The ZEUS trial (NCT05021835), a phase 3 study, is assessing Ziltivekimab's effects on cardiovascular outcomes—including myocardial infarction and stroke—in patients with established cardiovascular disease, CKD, and hsCRP ≥2 mg/L.
The ZEUS trial failed to meet its primary endpoint, showing no clinically significant reduction in major adverse cardiac events (MACE), despite successfully lowering IL-6 and other inflammatory biomarkers. Serious infections were more common in the ziltivekimab group, with overall rates of serious adverse events being comparable across groups.

==Safety and side effects==
Ziltivekimab has been well-tolerated in trials, with no dose-limiting toxicities reported.
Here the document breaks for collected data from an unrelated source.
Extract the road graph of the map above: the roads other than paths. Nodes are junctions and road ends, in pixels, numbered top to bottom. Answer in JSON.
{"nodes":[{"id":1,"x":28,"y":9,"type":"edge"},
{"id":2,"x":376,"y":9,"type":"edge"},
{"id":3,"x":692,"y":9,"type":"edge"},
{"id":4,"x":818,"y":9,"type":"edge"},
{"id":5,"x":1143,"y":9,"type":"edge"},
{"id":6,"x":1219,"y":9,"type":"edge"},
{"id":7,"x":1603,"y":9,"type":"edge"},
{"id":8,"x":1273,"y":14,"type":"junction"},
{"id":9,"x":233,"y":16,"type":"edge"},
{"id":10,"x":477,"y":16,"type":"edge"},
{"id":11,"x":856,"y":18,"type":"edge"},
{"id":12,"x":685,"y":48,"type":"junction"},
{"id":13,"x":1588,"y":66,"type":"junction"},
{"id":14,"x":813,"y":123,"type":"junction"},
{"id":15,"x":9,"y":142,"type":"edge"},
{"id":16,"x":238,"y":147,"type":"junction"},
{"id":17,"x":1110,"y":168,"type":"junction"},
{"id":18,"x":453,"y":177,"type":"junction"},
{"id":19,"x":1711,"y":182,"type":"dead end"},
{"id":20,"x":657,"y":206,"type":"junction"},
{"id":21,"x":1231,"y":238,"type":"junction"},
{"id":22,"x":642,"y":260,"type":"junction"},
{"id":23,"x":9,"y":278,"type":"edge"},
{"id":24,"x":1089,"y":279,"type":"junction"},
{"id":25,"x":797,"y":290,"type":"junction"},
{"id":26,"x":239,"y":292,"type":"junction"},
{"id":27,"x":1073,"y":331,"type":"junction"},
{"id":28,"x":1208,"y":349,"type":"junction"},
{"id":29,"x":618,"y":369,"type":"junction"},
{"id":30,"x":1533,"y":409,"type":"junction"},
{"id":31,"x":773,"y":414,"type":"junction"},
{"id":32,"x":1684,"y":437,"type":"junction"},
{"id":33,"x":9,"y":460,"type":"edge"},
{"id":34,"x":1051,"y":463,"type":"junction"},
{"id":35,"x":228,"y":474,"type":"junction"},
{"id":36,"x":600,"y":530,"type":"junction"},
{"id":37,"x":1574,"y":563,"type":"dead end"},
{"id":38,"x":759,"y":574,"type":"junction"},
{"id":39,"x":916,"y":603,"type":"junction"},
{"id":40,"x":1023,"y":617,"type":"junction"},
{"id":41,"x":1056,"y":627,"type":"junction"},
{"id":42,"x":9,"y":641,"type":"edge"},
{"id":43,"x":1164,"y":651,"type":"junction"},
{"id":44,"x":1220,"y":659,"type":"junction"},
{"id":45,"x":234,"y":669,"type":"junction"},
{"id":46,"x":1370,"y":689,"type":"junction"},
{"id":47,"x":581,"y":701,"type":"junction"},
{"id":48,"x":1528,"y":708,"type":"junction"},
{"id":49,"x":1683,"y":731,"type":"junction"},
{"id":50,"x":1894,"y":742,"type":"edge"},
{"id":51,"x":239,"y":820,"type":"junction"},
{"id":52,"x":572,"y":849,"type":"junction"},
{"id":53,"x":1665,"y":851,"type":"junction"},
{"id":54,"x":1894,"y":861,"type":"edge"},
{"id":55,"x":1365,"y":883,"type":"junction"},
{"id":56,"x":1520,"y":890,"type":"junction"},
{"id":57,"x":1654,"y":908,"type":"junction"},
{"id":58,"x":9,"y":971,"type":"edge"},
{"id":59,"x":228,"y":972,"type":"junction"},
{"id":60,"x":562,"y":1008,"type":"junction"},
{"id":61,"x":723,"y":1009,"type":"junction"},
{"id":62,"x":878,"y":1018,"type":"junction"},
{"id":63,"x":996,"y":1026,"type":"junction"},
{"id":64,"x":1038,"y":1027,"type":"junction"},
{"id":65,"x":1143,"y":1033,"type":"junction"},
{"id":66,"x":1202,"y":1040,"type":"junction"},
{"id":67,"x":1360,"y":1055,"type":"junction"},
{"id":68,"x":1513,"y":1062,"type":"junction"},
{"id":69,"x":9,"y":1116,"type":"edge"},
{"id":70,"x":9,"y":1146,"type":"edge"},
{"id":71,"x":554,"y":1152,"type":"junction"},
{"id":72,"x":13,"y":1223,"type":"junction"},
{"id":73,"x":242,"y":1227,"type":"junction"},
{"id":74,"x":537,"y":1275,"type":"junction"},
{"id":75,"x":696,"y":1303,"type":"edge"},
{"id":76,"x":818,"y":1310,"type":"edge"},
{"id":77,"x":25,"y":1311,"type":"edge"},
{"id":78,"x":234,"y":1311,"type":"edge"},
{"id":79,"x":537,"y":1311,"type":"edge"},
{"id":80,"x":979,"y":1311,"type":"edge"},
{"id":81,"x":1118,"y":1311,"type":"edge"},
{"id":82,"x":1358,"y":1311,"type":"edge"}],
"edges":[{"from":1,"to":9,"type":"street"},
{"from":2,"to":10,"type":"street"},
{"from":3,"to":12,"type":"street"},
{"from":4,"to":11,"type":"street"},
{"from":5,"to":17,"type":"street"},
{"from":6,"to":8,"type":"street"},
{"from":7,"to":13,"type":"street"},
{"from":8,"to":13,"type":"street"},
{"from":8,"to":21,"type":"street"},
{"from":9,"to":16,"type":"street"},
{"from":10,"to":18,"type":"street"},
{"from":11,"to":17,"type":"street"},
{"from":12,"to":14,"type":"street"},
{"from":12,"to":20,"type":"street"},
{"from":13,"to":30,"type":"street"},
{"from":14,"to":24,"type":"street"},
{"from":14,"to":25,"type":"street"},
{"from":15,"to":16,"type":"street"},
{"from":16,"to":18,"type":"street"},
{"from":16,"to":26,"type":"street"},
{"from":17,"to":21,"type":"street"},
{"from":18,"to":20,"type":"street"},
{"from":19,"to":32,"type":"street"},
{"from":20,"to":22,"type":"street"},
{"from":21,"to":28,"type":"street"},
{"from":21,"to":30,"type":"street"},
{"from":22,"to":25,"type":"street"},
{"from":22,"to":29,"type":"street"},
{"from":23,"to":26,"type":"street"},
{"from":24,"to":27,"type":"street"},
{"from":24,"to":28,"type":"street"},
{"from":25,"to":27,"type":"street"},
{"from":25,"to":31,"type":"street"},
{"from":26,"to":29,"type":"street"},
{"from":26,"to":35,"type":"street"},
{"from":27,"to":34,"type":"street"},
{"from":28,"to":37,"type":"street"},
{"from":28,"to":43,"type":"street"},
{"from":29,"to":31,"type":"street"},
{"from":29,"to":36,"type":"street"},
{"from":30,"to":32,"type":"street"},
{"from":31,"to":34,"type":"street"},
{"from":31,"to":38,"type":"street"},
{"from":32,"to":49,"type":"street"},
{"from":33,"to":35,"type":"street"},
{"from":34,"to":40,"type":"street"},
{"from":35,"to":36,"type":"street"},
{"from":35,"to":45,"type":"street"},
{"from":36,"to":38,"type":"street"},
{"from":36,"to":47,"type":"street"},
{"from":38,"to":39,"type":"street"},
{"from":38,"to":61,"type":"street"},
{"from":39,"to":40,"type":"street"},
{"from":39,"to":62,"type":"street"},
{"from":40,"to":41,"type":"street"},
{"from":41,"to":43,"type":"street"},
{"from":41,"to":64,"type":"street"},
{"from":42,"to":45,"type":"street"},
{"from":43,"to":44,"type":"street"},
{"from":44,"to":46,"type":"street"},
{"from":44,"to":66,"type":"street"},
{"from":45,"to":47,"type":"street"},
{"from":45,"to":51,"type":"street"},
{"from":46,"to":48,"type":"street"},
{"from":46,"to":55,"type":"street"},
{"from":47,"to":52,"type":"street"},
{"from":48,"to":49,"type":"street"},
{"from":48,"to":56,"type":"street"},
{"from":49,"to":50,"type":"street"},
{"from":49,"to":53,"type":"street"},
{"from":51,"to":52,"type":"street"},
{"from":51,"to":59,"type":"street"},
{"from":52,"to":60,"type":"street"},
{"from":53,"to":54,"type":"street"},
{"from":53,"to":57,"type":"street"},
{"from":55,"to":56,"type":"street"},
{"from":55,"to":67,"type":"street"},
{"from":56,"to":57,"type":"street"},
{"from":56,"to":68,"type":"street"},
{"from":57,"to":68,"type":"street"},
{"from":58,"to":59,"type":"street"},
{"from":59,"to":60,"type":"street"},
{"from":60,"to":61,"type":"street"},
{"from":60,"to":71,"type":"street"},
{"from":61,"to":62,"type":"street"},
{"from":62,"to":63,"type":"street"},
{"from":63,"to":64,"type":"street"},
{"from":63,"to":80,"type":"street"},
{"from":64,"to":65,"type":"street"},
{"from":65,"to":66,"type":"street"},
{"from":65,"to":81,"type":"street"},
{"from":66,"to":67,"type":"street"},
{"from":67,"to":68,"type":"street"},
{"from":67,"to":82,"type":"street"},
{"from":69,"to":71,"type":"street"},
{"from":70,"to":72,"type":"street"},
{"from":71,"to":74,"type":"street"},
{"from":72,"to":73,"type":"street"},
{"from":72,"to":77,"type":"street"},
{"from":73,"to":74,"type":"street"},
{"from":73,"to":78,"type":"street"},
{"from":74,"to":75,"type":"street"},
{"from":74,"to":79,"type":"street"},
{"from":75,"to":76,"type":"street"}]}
In the phase 1/2 hemodialysis trial, four treatment-emergent deaths occurred, but no clear causal link to Ziltivekimab was established. The RESCUE and RESCUE-2 trials reported no significant increases in thrombocytopenia, neutropenia, or infections compared to placebo, unlike other IL-6 inhibitors like tocilizumab. A small, statistically significant increase in triglycerides was noted in RESCUE-2, but cholesterol profiles remained unaffected.

==History and legal status==
Ziltivekimab was initially developed by Corvidia Therapeutics and later acquired by Novo Nordisk, and is in phase 2 and 3 trials for cardiovascular disease, CKD, and heart failure.